▶ **Aim of the exercise**: Going line by line through the entries below, tally those that hold the string "Ekkehardstraße". Give only the total.

[Records for processing — start]

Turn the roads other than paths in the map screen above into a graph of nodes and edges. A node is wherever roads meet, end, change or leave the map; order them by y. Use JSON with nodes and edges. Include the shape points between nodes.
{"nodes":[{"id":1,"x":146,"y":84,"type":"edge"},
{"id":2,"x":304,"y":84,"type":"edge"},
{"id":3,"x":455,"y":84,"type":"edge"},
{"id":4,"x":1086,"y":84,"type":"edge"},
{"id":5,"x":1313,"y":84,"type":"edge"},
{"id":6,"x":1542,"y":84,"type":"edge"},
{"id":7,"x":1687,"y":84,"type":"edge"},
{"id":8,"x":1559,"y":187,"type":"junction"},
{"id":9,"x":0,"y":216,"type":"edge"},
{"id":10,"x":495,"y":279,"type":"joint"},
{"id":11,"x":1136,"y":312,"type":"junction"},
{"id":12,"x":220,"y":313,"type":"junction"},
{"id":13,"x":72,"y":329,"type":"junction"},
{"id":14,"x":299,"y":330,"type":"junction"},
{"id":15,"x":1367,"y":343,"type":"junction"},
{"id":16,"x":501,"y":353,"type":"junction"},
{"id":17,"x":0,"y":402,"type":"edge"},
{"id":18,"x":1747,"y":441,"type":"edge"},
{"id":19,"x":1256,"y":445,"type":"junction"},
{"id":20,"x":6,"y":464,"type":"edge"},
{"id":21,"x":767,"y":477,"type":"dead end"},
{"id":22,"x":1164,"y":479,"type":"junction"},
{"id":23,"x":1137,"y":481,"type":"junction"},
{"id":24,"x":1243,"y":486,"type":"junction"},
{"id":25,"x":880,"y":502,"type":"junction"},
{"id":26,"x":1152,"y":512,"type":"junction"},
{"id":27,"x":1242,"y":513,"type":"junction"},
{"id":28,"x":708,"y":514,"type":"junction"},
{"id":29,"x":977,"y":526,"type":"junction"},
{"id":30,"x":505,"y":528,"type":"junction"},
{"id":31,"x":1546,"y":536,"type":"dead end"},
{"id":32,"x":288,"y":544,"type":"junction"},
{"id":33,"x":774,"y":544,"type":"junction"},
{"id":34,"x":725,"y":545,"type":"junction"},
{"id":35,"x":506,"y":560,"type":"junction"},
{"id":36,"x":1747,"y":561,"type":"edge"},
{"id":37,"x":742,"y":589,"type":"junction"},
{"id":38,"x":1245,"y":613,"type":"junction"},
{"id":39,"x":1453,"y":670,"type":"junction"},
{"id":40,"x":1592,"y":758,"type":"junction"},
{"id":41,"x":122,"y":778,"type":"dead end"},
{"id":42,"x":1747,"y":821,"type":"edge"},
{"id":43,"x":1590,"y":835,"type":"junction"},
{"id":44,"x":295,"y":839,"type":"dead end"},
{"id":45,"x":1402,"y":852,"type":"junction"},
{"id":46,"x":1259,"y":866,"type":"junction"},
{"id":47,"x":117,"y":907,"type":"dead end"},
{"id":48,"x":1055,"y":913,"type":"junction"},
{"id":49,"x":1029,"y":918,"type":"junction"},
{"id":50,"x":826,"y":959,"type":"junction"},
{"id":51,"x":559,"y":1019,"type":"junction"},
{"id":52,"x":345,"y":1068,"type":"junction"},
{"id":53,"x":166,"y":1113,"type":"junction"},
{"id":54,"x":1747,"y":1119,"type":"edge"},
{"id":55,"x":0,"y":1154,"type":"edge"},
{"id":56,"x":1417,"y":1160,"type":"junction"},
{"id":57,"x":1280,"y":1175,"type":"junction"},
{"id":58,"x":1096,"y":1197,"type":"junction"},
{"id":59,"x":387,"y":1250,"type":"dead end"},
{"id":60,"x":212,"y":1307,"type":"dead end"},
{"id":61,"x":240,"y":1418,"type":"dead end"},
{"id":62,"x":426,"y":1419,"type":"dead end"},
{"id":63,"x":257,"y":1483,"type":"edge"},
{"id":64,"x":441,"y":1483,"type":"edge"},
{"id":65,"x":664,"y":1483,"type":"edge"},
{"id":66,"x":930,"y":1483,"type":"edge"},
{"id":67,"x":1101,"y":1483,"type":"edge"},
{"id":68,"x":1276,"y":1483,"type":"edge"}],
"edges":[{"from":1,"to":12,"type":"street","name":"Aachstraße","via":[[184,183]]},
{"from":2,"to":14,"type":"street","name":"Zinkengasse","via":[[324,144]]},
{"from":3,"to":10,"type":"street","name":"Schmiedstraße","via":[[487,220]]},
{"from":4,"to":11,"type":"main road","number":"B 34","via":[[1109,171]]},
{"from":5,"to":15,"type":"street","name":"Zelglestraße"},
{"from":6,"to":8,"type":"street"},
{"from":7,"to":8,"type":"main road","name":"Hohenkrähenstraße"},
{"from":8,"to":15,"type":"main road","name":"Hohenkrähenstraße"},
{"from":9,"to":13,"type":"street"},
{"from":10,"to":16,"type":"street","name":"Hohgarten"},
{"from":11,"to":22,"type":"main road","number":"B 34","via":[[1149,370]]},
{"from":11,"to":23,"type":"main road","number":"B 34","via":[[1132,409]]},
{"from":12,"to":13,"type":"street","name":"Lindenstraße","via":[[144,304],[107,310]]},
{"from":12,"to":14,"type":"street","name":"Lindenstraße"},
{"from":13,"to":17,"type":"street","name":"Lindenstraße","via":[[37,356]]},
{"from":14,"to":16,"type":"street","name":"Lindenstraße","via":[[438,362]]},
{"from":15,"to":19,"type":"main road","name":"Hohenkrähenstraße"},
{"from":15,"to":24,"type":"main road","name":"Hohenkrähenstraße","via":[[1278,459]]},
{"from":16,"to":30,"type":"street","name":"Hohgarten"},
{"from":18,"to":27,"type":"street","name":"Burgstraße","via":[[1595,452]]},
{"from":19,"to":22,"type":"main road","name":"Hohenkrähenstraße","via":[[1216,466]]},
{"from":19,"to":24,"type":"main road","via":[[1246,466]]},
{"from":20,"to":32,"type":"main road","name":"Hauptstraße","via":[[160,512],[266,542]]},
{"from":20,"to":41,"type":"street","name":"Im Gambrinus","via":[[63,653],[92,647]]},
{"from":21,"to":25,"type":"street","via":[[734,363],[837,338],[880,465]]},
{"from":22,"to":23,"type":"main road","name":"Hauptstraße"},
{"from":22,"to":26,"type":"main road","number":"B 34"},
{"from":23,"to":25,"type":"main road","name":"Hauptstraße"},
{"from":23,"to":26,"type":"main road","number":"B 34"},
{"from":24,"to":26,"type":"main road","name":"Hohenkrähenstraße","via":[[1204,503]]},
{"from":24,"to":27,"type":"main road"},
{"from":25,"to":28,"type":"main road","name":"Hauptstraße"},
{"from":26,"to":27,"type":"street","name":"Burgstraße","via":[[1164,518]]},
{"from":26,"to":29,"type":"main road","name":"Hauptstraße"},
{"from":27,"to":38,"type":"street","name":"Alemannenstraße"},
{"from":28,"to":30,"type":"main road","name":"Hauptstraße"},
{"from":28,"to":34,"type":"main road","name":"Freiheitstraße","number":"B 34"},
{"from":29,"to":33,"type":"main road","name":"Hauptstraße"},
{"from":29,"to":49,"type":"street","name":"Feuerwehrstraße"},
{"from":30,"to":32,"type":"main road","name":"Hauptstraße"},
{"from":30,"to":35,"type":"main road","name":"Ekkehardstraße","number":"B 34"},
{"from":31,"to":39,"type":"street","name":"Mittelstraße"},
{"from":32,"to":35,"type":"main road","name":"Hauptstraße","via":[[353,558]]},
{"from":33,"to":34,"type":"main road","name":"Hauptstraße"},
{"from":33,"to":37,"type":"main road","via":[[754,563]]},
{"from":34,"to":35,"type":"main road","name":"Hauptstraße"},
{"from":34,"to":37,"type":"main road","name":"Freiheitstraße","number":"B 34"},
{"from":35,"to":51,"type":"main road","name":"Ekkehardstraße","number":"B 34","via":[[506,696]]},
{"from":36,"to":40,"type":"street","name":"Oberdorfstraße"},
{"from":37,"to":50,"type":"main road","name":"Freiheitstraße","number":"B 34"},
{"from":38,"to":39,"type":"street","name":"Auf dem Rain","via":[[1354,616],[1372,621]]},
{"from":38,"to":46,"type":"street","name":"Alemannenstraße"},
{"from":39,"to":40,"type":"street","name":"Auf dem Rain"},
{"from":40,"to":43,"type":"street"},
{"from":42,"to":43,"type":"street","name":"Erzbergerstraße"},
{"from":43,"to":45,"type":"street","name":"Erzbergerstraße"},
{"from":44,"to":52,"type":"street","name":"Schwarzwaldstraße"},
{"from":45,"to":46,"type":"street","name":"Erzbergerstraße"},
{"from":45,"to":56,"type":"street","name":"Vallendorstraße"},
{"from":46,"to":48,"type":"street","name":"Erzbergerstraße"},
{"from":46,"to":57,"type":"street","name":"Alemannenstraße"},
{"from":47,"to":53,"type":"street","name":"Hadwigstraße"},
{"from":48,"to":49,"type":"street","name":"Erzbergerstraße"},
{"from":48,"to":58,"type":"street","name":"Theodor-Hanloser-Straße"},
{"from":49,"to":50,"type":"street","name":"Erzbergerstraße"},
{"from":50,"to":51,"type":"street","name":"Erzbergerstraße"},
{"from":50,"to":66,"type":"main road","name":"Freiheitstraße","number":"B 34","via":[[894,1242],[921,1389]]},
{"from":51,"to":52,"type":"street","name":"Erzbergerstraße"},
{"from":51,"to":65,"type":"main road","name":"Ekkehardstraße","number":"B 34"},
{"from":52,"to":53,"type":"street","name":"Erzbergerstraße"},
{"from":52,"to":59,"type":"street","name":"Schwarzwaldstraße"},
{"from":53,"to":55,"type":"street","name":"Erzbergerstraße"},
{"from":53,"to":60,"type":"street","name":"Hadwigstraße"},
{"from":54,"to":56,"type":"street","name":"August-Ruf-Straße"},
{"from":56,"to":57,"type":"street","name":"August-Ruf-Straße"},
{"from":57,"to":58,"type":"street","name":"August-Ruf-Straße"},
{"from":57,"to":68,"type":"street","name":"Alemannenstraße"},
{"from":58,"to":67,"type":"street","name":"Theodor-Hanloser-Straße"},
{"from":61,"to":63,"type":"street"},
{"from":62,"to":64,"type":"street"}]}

[Records for processing — finish]

▶ **Solved exercise**: 3